Roma: scontro su 'asfalto antibuche'

Pd,non funziona,per voragini 15 mln danni. Comune,noi lavoriamo
(ANSA) - ROMA, 06 GIU - E' polemica sulla sperimentazione del nuovo sigillante per asfalto, scelto dal Campidoglio per prevenire il più possibile la formazione di nuove buche nelle strade della Capitale e poter programmare i lavori stradali, senza 'emergenze'. Le scintille sono cominciate a un giorno di distanza dall'avvio dei lavori in alcune strade: "Il sigillante per l'asfalto è già tutto crepato", ha attaccato il Pd. Critica a cui ha risposto, sia ieri sera, sia oggi, l'assessore comunale ai Lavori Pubblici Margherita Gatta: "Polemiche pretestuose e artificiose, perché dimostrano semplicemente una ignoranza e malafede assoluta.
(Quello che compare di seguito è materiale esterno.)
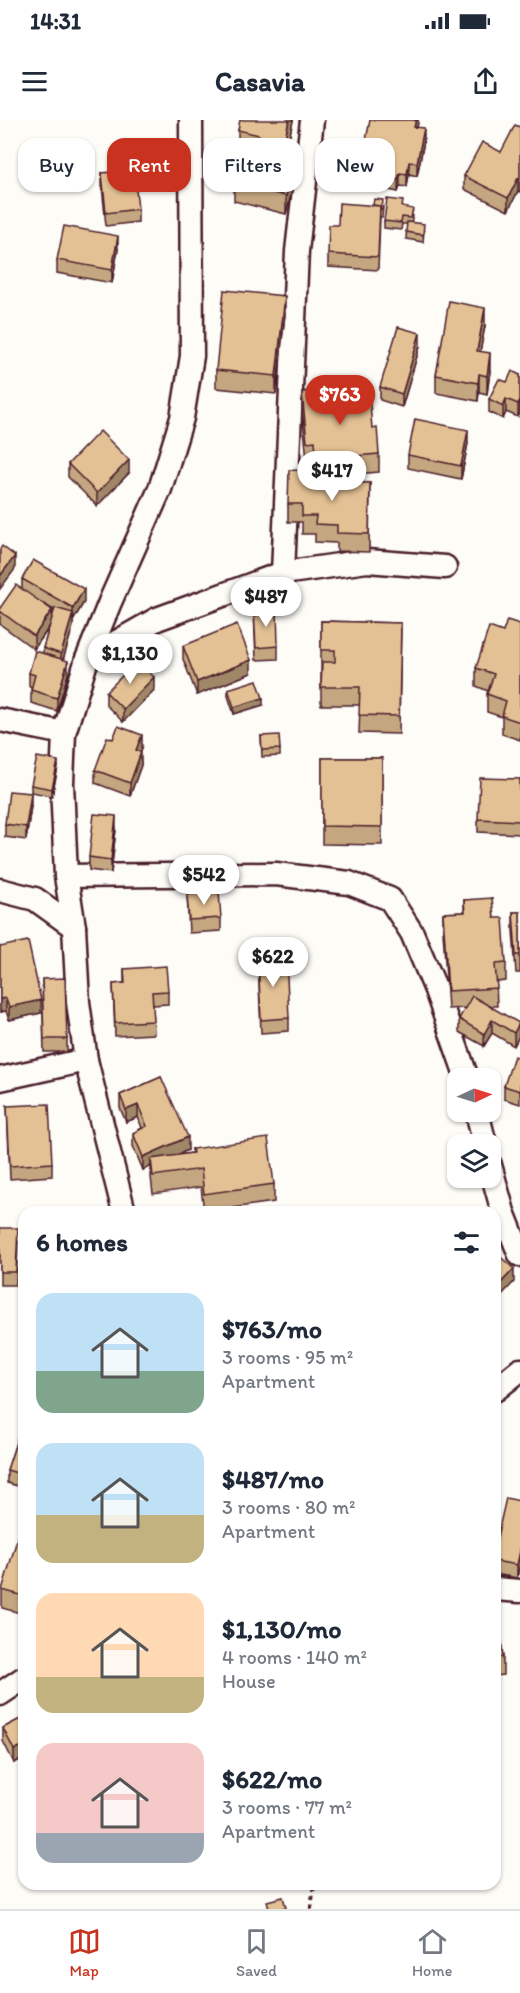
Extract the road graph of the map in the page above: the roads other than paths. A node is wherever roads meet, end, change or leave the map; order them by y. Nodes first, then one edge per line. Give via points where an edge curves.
1 (191, 120) edge
2 (312, 120) edge
3 (445, 567) dead end
4 (283, 573) junction
5 (87, 659) junction
6 (0, 720) edge
7 (64, 733) junction
8 (66, 876) junction
9 (0, 890) edge
10 (74, 927) junction
11 (86, 1060) junction
12 (463, 1068) edge
13 (0, 1078) edge
14 (496, 1188) edge
15 (122, 1206) edge
16 (500, 1206) edge
17 (501, 1208) edge
18 (520, 1255) edge
19 (520, 1370) edge
20 (501, 1385) edge
21 (501, 1589) edge
22 (520, 1591) edge
23 (18, 1682) edge
24 (0, 1694) edge

1 - 5 street via 192,356 182,418 160,489
2 - 4 street via 297,251
3 - 4 street via 367,561
4 - 5 street via 157,619
5 - 7 street
6 - 7 street
7 - 8 street
8 - 10 street
8 - 12 street via 276,874 349,883 390,899 412,933
9 - 10 street via 35,899
10 - 11 street
11 - 13 street
11 - 15 street
14 - 16 street
17 - 18 street
19 - 20 street
21 - 22 street
23 - 24 street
Il materiale non ricostruisce il manto stradale, ma lo sigilla, esattamente com'è ora, con una sorta di pellicola che blocca il tempo di invecchiamento. L'esito del test potrà dirsi acquisito fra qualche mese". Il presidente della commissione capitolina Trasparenza Marco Palumbo (Pd) fa notare che "Assicurazioni di Roma nel 2018 stima di dover pagare 15 milioni di risarcimenti danni per buche".